Using the word "roads" as the filter, copy each matching line from the records.

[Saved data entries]
——————————

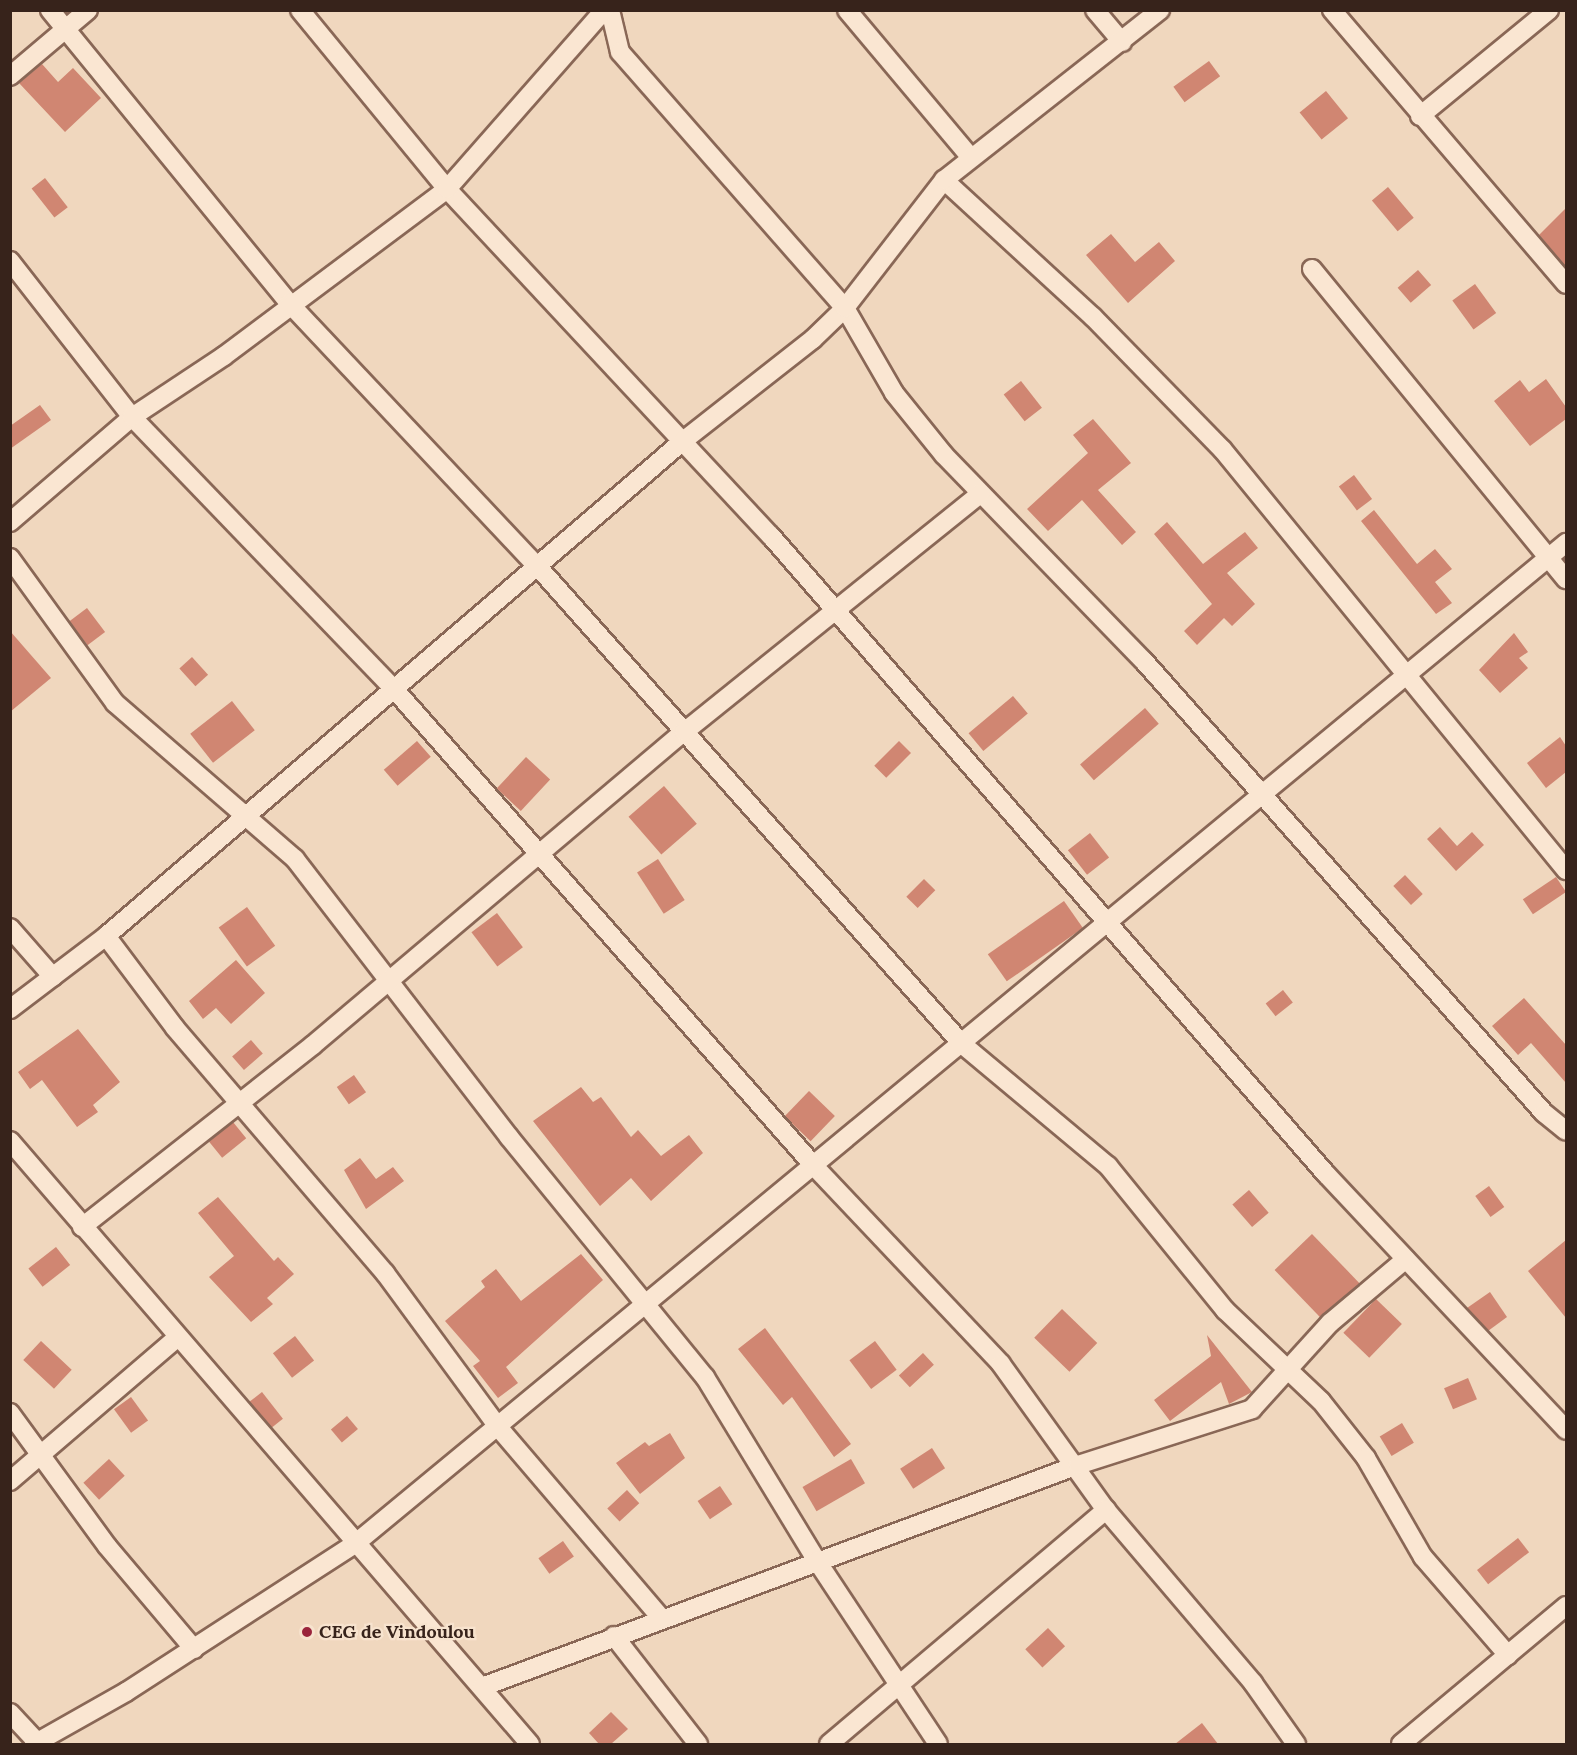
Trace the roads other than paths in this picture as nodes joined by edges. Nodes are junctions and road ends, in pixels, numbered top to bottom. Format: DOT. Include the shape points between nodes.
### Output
graph roads {
  1 [pos="51,10"];
  2 [pos="88,10"];
  3 [pos="300,10"];
  4 [pos="604,10"];
  5 [pos="610,10"];
  6 [pos="847,10"];
  7 [pos="1095,10"];
  8 [pos="1160,10"];
  9 [pos="1332,10"];
  10 [pos="1549,10"];
  11 [pos="67,28"];
  12 [pos="1122,42"];
  13 [pos="10,76"];
  14 [pos="1420,116"];
  15 [pos="971,158"];
  16 [pos="944,180"];
  17 [pos="447,189"];
  18 [pos="10,261"];
  19 [pos="1312,269"];
  20 [pos="1566,284"];
  21 [pos="289,303"];
  22 [pos="846,308"];
  23 [pos="132,417"];
  24 [pos="684,441"];
  25 [pos="980,494"];
  26 [pos="10,522"];
  27 [pos="1566,543"];
  28 [pos="10,558"];
  29 [pos="1549,558"];
  30 [pos="539,568"];
  31 [pos="1566,579"];
  32 [pos="836,613"];
  33 [pos="1409,673"];
  34 [pos="395,690"];
  35 [pos="684,732"];
  36 [pos="1262,795"];
  37 [pos="246,816"];
  38 [pos="539,851"];
  39 [pos="1566,870"];
  40 [pos="1107,923"];
  41 [pos="10,928"];
  42 [pos="106,936"];
  43 [pos="53,978"];
  44 [pos="386,979"];
  45 [pos="10,1009"];
  46 [pos="962,1044"];
  47 [pos="242,1100"];
  48 [pos="1566,1131"];
  49 [pos="10,1142"];
  50 [pos="814,1166"];
  51 [pos="82,1227"];
  52 [pos="1406,1259"];
  53 [pos="646,1306"];
  54 [pos="178,1337"];
  55 [pos="1287,1368"];
  56 [pos="10,1413"];
  57 [pos="498,1427"];
  58 [pos="1566,1431"];
  59 [pos="42,1453"];
  60 [pos="1078,1465"];
  61 [pos="10,1481"];
  62 [pos="1106,1510"];
  63 [pos="356,1544"];
  64 [pos="817,1561"];
  65 [pos="1566,1606"];
  66 [pos="661,1618"];
  67 [pos="614,1636"];
  68 [pos="194,1649"];
  69 [pos="1508,1656"];
  70 [pos="899,1686"];
  71 [pos="482,1687"];
  72 [pos="10,1713"];
  73 [pos="35,1743"];
  74 [pos="530,1744"];
  75 [pos="698,1744"];
  76 [pos="829,1744"];
  77 [pos="938,1744"];
  78 [pos="1296,1744"];
  79 [pos="1401,1744"];
  1 -- 11 [label="street"];
  2 -- 11 [label="street"];
  3 -- 17 [label="street"];
  4 -- 17 [label="street"];
  5 -- 22 [label="street" via="620,52"];
  6 -- 15 [label="street"];
  7 -- 12 [label="street"];
  8 -- 12 [label="street"];
  9 -- 14 [label="street"];
  10 -- 14 [label="street"];
  11 -- 13 [label="street"];
  11 -- 21 [label="street"];
  12 -- 15 [label="street"];
  14 -- 20 [label="street"];
  15 -- 16 [label="street"];
  16 -- 22 [label="street"];
  16 -- 33 [label="street" via="1093,317 1222,449"];
  17 -- 21 [label="street"];
  17 -- 24 [label="street"];
  18 -- 23 [label="street"];
  19 -- 29 [label="street"];
  21 -- 23 [label="street" via="224,356"];
  21 -- 30 [label="street"];
  22 -- 24 [label="street"];
  22 -- 25 [label="street" via="894,393"];
  23 -- 26 [label="street"];
  23 -- 34 [label="street"];
  24 -- 30 [label="street"];
  24 -- 32 [label="street"];
  25 -- 32 [label="street"];
  25 -- 36 [label="street" via="1143,660"];
  27 -- 29 [label="street"];
  28 -- 37 [label="street" via="115,703"];
  29 -- 31 [label="street"];
  29 -- 33 [label="street"];
  30 -- 34 [label="street"];
  30 -- 35 [label="street"];
  32 -- 35 [label="street"];
  32 -- 40 [label="street"];
  33 -- 36 [label="street"];
  33 -- 39 [label="street"];
  34 -- 37 [label="street"];
  34 -- 38 [label="street"];
  35 -- 38 [label="street"];
  35 -- 46 [label="street"];
  36 -- 40 [label="street"];
  36 -- 48 [label="street"];
  37 -- 42 [label="street"];
  37 -- 44 [label="street" via="295,859"];
  38 -- 44 [label="street"];
  38 -- 50 [label="street"];
  40 -- 46 [label="street"];
  40 -- 52 [label="street"];
  41 -- 43 [label="street"];
  42 -- 43 [label="street"];
  42 -- 47 [label="street" via="176,1028"];
  43 -- 45 [label="street"];
  44 -- 47 [label="street"];
  44 -- 53 [label="street"];
  46 -- 50 [label="street"];
  46 -- 55 [label="street" via="1108,1166 1225,1310"];
  47 -- 51 [label="street"];
  47 -- 57 [label="street" via="385,1273"];
  49 -- 51 [label="street"];
  50 -- 53 [label="street"];
  50 -- 60 [label="street" via="1001,1364"];
  51 -- 54 [label="street"];
  52 -- 55 [label="street" via="1330,1323"];
  52 -- 58 [label="street"];
  53 -- 57 [label="street"];
  53 -- 64 [label="street" via="721,1398"];
  54 -- 59 [label="street"];
  54 -- 63 [label="street"];
  55 -- 60 [label="street" via="1265,1401 1252,1409"];
  55 -- 69 [label="street" via="1366,1458 1423,1557"];
  56 -- 59 [label="street"];
  57 -- 63 [label="street"];
  57 -- 66 [label="street"];
  59 -- 61 [label="street"];
  59 -- 68 [label="street" via="107,1546"];
  60 -- 62 [label="street"];
  60 -- 64 [label="street"];
  62 -- 70 [label="street"];
  62 -- 78 [label="street" via="1238,1665"];
  63 -- 68 [label="street"];
  63 -- 71 [label="street"];
  64 -- 66 [label="street"];
  64 -- 70 [label="street"];
  65 -- 69 [label="street"];
  66 -- 67 [label="street"];
  67 -- 71 [label="street"];
  67 -- 75 [label="street"];
  68 -- 73 [label="street"];
  69 -- 79 [label="street"];
  70 -- 76 [label="street"];
  70 -- 77 [label="street"];
  71 -- 74 [label="street"];
  72 -- 73 [label="street"];
}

——————————

## RESULT FOR THIS TASK
Trace the roads other than paths in this picture as nodes joined by edges. Nodes are junctions and road ends, in pixels, numbered top to bottom. Format: DOT. Include the shape points between nodes.
graph roads {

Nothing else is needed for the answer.